(Information begins)

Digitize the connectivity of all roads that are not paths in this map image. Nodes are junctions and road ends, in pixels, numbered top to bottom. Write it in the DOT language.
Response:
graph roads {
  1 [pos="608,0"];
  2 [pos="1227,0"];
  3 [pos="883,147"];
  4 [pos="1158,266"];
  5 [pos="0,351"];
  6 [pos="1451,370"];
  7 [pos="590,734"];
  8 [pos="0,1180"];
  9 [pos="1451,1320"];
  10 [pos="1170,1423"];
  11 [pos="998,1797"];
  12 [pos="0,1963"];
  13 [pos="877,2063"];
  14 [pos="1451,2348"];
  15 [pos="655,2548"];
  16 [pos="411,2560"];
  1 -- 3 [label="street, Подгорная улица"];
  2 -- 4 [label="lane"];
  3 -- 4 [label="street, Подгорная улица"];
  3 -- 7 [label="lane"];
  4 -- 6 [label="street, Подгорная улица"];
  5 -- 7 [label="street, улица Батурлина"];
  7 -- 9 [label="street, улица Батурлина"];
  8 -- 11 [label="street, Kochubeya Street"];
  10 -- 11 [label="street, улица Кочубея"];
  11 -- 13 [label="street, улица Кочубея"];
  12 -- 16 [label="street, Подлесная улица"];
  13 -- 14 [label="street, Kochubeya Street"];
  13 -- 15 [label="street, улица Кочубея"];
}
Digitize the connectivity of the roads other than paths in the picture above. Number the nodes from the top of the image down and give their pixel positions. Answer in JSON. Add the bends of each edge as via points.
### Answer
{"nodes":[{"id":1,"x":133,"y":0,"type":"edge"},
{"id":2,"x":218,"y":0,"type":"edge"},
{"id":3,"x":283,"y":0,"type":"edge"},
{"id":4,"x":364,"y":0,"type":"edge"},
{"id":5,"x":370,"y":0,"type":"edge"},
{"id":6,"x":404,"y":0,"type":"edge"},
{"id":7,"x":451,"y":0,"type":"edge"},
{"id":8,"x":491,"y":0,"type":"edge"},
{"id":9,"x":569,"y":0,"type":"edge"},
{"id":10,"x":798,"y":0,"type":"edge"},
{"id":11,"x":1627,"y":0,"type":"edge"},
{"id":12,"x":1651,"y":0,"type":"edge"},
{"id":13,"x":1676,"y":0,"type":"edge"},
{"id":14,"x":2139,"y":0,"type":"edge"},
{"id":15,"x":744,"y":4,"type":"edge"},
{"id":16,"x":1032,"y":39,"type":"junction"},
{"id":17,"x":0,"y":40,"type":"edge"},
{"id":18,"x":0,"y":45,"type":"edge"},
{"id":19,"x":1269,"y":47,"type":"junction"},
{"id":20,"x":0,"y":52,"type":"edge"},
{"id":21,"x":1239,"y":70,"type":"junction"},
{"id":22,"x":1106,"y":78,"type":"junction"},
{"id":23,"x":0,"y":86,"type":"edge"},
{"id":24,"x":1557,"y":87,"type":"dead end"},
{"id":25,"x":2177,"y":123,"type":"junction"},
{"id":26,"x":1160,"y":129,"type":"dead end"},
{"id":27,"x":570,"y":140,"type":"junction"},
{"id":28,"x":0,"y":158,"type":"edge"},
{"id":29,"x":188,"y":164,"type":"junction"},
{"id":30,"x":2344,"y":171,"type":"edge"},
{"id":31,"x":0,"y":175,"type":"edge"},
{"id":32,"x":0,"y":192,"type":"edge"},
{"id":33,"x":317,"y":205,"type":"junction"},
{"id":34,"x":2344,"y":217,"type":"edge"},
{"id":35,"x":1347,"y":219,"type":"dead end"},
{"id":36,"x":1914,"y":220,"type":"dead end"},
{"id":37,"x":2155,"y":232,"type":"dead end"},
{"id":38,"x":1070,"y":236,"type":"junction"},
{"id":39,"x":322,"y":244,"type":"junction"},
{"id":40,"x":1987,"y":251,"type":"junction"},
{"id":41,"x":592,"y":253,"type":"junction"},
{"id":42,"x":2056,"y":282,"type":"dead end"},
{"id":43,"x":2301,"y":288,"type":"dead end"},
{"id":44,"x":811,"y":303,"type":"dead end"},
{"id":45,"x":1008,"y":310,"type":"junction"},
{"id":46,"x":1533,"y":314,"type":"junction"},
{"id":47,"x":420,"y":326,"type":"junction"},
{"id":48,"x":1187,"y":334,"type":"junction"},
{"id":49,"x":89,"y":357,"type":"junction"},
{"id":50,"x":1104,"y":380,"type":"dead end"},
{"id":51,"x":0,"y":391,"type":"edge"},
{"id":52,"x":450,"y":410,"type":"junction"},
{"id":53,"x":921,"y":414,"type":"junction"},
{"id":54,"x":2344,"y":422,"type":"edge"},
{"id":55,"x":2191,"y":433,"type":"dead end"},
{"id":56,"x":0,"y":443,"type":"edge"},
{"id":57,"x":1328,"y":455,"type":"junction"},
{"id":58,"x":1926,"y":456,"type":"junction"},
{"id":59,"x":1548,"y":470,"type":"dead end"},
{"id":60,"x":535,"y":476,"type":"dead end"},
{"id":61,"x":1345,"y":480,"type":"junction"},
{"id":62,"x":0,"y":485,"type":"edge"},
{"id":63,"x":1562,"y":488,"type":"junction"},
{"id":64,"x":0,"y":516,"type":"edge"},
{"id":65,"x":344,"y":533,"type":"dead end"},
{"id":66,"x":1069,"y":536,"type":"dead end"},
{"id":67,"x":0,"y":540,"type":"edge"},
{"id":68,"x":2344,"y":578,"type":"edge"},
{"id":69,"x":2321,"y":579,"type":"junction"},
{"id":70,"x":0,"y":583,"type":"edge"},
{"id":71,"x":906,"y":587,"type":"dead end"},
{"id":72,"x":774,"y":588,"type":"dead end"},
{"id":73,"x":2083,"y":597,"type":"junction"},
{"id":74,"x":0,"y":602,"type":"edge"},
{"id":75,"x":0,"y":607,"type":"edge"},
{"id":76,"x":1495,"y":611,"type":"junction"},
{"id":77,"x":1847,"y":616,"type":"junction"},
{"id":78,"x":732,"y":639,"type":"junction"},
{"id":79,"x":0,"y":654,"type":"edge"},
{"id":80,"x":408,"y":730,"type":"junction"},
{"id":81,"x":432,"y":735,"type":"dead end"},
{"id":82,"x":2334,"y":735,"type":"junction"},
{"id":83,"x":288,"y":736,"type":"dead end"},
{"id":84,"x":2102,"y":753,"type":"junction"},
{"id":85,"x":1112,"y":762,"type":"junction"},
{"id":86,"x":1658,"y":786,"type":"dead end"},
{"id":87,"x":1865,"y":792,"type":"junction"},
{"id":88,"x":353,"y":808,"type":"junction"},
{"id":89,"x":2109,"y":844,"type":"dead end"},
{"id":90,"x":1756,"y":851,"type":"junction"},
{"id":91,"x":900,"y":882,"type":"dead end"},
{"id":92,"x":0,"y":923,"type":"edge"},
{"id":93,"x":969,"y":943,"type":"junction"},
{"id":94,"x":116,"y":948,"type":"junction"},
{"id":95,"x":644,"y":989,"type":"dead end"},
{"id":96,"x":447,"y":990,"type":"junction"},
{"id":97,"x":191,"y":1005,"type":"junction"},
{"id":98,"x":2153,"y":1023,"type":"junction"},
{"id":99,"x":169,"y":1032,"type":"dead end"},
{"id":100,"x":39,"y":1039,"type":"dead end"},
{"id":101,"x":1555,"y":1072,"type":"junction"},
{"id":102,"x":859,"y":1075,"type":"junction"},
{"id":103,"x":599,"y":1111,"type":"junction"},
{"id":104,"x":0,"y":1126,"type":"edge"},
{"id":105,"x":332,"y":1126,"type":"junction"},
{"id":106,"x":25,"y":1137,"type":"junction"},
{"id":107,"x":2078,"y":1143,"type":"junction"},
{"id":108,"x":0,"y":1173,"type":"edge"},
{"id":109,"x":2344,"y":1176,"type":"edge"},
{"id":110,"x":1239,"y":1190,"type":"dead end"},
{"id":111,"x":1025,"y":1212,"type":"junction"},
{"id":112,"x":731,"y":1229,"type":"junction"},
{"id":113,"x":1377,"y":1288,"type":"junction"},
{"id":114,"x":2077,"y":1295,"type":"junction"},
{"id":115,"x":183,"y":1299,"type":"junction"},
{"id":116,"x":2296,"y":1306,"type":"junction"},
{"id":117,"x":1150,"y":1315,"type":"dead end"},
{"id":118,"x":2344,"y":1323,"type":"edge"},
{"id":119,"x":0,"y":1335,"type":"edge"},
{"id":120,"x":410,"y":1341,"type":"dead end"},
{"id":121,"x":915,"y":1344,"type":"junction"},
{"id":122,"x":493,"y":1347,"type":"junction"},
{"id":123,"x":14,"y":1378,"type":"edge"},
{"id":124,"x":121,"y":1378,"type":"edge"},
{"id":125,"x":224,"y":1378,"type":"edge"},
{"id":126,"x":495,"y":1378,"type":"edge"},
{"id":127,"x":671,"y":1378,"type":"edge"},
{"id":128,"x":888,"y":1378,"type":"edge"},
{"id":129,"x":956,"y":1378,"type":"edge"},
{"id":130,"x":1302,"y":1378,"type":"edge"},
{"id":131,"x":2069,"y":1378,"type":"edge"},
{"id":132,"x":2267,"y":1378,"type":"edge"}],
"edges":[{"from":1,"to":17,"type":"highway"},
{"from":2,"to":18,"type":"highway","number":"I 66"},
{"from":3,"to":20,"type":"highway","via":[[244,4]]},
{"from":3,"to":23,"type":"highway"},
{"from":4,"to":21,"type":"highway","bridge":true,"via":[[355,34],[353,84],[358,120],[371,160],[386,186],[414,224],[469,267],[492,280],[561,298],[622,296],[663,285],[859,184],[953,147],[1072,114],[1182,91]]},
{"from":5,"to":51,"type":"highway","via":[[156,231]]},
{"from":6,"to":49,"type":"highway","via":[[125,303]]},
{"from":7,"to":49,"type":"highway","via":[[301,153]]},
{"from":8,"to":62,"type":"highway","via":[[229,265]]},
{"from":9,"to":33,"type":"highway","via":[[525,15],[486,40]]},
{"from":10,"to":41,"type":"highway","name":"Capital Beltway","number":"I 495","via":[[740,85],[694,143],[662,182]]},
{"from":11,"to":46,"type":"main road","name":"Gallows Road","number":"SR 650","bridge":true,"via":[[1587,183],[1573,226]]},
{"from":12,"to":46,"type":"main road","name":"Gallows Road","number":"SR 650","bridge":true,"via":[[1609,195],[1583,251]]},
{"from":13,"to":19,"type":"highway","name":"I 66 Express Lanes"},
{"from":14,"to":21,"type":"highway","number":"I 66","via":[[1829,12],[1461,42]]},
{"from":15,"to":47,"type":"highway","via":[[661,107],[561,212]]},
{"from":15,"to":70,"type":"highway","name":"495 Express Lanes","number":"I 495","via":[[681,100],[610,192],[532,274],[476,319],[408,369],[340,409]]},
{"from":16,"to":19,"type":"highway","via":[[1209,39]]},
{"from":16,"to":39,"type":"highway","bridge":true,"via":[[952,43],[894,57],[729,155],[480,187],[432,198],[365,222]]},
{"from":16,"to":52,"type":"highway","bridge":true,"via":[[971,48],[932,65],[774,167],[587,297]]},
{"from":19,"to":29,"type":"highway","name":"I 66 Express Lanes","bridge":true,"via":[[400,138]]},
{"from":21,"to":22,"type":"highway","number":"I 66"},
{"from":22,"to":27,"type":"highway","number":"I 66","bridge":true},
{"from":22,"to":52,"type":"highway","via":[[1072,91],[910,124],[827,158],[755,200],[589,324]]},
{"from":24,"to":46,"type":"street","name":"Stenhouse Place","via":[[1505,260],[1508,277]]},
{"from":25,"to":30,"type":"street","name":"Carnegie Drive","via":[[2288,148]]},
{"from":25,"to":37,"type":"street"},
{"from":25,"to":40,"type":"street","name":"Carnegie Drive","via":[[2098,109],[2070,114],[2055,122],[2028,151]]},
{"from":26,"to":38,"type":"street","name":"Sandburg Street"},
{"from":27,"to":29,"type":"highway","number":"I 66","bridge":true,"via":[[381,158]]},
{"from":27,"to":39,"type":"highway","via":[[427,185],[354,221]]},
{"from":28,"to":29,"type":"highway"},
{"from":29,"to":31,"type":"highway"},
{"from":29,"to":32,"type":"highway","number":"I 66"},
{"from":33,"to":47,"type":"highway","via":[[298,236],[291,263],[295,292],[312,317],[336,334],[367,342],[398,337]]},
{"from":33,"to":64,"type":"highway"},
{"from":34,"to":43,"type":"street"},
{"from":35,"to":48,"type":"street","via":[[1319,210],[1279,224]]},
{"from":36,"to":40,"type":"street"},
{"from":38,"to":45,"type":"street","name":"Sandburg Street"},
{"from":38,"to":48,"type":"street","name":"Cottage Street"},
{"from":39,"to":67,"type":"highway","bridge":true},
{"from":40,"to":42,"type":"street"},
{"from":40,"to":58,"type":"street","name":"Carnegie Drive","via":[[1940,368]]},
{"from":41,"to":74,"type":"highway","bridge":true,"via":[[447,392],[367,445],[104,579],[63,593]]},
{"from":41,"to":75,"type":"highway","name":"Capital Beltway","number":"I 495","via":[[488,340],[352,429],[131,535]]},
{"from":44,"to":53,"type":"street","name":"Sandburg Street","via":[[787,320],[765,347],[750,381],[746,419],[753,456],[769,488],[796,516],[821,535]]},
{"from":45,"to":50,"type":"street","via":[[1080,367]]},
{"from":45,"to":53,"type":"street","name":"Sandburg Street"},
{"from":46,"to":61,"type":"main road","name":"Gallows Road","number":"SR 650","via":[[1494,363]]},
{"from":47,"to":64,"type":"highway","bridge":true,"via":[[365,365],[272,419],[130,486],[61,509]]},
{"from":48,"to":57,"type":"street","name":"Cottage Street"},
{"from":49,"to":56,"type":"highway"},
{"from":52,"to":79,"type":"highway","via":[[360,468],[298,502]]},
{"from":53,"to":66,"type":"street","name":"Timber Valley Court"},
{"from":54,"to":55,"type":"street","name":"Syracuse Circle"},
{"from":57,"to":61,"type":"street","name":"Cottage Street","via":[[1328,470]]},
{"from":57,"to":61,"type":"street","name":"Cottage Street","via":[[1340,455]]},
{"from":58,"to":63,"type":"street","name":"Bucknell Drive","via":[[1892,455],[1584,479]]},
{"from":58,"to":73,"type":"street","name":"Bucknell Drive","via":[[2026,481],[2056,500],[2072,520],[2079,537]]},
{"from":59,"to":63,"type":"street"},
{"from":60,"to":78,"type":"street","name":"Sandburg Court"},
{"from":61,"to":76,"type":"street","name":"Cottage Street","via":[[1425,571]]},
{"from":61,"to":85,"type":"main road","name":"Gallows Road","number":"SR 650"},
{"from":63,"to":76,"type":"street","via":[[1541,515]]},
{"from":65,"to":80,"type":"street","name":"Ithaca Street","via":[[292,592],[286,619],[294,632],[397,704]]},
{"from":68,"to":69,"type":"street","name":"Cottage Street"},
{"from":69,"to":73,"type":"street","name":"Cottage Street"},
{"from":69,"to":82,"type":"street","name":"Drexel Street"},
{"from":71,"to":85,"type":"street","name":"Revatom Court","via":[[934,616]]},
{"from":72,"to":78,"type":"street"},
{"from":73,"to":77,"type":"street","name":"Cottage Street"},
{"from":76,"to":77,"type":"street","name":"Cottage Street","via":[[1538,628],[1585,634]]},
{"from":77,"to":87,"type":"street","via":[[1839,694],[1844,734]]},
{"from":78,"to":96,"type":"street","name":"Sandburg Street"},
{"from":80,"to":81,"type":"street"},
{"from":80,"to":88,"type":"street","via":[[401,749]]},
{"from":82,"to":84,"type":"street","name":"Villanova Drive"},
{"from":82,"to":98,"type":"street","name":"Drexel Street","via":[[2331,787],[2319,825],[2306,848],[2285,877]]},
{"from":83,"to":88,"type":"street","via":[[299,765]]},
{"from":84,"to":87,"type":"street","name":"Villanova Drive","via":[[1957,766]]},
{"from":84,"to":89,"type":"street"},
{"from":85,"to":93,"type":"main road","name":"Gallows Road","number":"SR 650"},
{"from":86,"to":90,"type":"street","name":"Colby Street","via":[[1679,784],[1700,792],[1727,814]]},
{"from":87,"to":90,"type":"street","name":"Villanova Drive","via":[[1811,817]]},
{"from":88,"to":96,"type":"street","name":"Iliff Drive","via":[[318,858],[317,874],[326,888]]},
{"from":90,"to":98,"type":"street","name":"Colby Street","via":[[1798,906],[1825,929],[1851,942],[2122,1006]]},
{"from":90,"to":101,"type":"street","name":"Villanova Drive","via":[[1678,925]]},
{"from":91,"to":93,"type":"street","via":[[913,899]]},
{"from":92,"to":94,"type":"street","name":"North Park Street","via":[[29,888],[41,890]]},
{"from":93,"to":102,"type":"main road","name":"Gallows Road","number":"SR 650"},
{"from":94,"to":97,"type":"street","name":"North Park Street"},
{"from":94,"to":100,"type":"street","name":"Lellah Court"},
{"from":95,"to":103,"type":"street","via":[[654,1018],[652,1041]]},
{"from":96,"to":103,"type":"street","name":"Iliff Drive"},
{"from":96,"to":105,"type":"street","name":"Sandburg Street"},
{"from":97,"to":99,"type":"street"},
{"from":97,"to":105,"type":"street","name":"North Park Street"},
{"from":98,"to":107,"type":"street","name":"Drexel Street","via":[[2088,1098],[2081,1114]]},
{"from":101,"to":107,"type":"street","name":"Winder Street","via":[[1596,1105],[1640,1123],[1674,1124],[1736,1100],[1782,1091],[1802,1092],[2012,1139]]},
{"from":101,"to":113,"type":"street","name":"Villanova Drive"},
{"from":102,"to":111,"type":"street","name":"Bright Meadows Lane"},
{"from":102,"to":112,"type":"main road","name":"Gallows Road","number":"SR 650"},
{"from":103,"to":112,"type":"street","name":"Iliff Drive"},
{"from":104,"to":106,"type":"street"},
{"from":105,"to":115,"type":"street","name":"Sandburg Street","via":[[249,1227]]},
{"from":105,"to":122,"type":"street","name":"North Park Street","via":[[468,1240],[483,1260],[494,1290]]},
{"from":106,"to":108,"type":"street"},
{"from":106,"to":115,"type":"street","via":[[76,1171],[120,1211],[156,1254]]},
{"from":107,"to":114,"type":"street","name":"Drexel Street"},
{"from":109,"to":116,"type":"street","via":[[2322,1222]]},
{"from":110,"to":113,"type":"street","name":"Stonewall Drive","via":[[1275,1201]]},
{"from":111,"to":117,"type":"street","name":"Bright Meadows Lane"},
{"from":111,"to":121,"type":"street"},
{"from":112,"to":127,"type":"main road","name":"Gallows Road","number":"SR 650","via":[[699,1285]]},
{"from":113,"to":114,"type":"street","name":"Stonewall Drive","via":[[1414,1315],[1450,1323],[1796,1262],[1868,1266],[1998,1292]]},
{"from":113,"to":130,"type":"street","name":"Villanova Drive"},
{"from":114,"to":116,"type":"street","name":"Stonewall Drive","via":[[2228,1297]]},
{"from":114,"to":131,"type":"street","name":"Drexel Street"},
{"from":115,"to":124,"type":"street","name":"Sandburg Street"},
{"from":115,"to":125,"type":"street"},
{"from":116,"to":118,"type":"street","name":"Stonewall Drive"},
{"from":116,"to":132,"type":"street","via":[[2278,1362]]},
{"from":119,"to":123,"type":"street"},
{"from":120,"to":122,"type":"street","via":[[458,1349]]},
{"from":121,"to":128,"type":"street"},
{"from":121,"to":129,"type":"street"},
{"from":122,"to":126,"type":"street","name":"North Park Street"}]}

(Information ends)

▶ **Task directions**
Go through the entries above and copy each line with "Iliff" in it.

▶ **Solution**
{"from":88,"to":96,"type":"street","name":"Iliff Drive","via":[[318,858],[317,874],[326,888]]},
{"from":96,"to":103,"type":"street","name":"Iliff Drive"},
{"from":103,"to":112,"type":"street","name":"Iliff Drive"},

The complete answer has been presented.